Plans for a Hong Kong show in 2018 fell through after pressure on the artist and his entourage, said the bespectacled Badiucao, who sports a long, shaggy beard.
"The national security police went to intimidate my family in Shanghai," he said, adding they threatened to "send officers" to the opening if the exhibit were held.
Among the works exhibited in Brescia that have provoked the ire of Beijing is a famous image of Chinese President Xi Jinping merged with the face of Carrie Lam, Hong Kong's chief executive, to illustrate the erosion of self-rule in the former British colony.
The Chinese Communist Party "thinks that all free artists are its enemies, that's why it hates me so much," said Badiucao, who added that he receives "daily death threats" on social media.
Due to heavy censorship, he said he only learned decades later as a university student studying law in China about the government's brutal 1989 crackdown on protesters in Tiananmen Square.
He decided to dedicate himself to art, moving to Australia in 2009 and only revealing his identity publically on its 30th anniversary a decade later.
Another of his works depicts 64 watches painted with the artist's own blood, representing those given to Chinese soldiers, according to Badiucao, as a reward for their participation in the bloody Tiananmen Square crackdown.
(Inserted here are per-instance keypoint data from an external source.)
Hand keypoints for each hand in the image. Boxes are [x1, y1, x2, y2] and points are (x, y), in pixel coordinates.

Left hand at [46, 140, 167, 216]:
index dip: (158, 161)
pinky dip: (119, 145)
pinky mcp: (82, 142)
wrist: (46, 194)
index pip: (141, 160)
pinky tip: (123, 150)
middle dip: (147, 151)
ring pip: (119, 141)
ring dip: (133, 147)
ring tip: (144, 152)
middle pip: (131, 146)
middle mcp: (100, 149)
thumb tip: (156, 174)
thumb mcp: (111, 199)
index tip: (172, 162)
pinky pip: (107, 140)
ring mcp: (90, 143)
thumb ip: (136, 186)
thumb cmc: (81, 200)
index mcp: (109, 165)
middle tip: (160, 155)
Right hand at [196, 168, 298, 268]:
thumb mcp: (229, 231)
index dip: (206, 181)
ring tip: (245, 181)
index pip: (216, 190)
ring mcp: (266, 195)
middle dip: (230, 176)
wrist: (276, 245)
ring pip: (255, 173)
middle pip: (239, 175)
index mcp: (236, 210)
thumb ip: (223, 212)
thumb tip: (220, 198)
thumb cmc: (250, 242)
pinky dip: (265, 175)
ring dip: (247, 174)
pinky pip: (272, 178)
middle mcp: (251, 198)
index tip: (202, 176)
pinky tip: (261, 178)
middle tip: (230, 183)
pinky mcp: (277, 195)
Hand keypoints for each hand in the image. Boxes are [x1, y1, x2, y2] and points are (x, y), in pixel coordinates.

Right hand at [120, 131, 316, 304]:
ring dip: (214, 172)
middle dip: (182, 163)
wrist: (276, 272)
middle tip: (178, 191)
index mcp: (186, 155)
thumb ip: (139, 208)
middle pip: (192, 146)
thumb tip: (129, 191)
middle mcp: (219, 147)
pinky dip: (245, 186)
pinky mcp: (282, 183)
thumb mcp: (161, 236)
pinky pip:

The exhibition also pays tribute to "Tank Man", the unknown man wearing a white shirt and carrying two plastic shopping bags who stood up to advancing tanks.
In a nod to current events, the tanks remodelled by Badiucao are topped by balls resembling the Covid-19 virus under a microscope.
– Sidestepping censors –
Hung on one of the museum's walls are pages from a diary of a resident of Wuhan, epicentre of the pandemic, who managed to circumvent the censorship to recount his daily life at the start of the confinement.
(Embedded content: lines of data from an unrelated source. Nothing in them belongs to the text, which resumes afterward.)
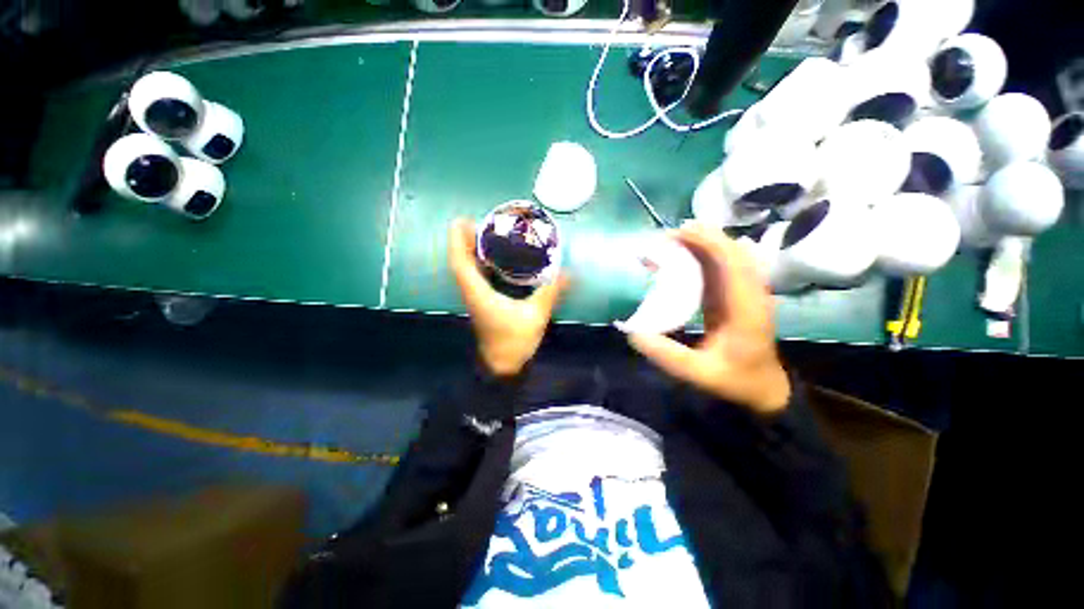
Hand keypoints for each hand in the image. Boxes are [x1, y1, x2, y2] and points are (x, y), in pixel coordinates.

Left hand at [448, 218, 568, 376]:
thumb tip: (569, 271)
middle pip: (461, 262)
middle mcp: (472, 293)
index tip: (460, 221)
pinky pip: (475, 277)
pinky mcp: (482, 304)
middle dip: (464, 240)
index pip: (461, 263)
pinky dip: (479, 263)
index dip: (457, 241)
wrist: (503, 368)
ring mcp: (475, 299)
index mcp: (478, 293)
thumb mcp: (535, 317)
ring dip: (470, 251)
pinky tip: (494, 257)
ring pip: (467, 269)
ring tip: (484, 233)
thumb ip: (550, 292)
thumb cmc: (514, 342)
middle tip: (477, 221)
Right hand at [625, 222, 790, 414]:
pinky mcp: (744, 292)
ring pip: (731, 252)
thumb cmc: (737, 380)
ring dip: (705, 242)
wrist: (765, 387)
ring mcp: (752, 289)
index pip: (732, 261)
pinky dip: (708, 254)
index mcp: (747, 307)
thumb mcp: (701, 374)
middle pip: (732, 249)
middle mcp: (753, 291)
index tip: (678, 233)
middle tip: (666, 238)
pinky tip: (687, 256)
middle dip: (701, 236)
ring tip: (672, 242)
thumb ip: (669, 356)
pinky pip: (728, 264)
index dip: (707, 241)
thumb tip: (634, 335)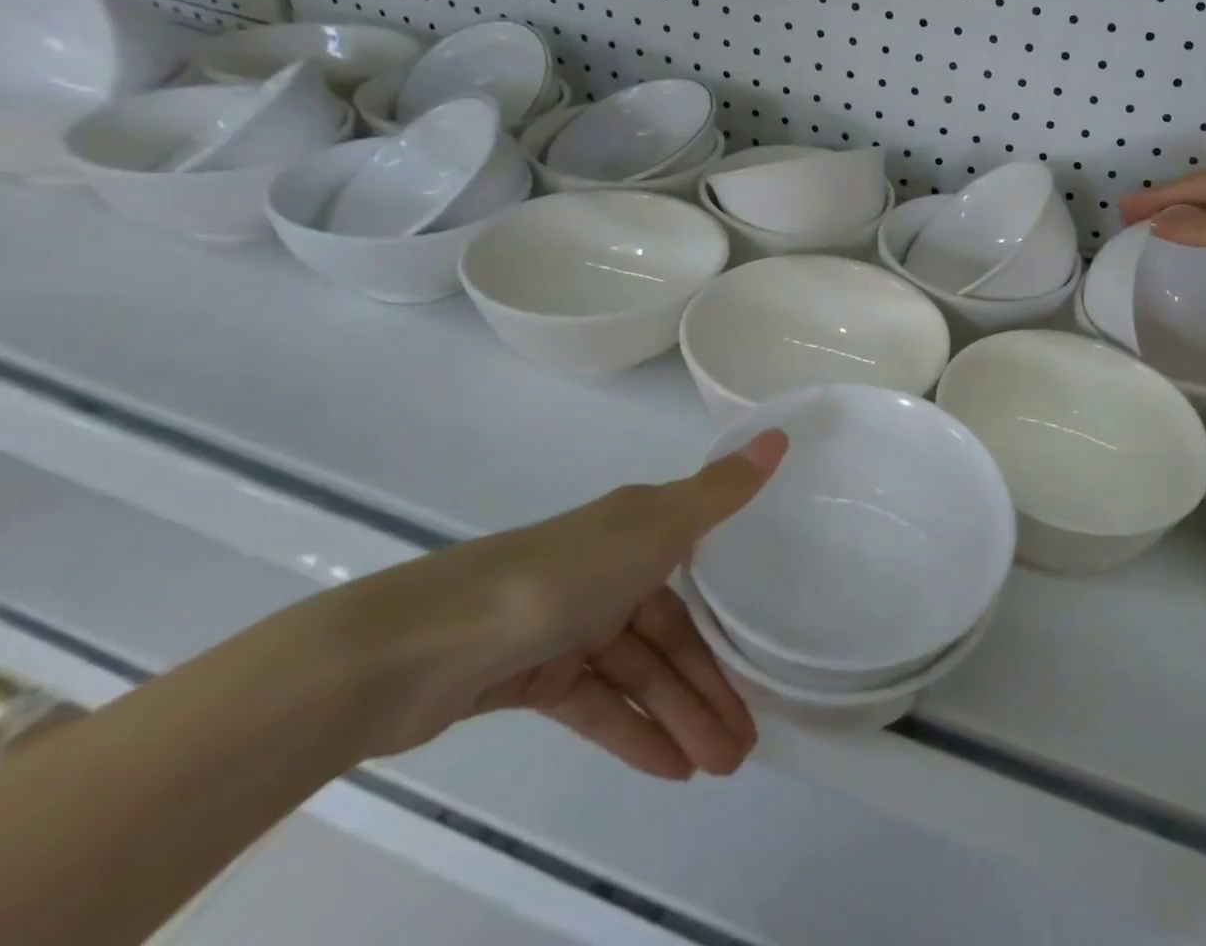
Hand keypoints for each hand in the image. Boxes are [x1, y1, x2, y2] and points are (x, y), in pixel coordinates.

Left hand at [330, 431, 787, 779]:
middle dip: (709, 689)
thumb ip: (722, 491)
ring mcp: (569, 624)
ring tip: (716, 768)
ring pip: (638, 675)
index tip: (766, 666)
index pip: (698, 582)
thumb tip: (780, 434)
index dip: (732, 624)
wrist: (425, 642)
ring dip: (678, 718)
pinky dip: (632, 732)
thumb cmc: (563, 575)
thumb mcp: (657, 525)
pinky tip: (669, 769)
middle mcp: (608, 571)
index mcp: (637, 531)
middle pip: (671, 636)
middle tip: (744, 748)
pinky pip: (597, 703)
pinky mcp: (532, 675)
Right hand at [1118, 160, 1205, 312]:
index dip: (1159, 196)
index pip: (1195, 185)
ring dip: (1185, 220)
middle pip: (1203, 194)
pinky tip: (1191, 245)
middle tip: (1130, 217)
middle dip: (1167, 204)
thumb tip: (1155, 224)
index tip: (1125, 208)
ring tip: (1152, 230)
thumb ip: (1203, 230)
The dissident said there is no doubt Beijing is responsible for the pandemic, alleging that it failed to heed warnings over the coronavirus' first appearance in Wuhan in late 2019.
The exhibition "has no intention of offending the Chinese people or Chinese culture and civilisation", the president of the Brescia Museums Foundation, Francesca Bazoli, said.
In showing these works, she added, "we support freedom of expression".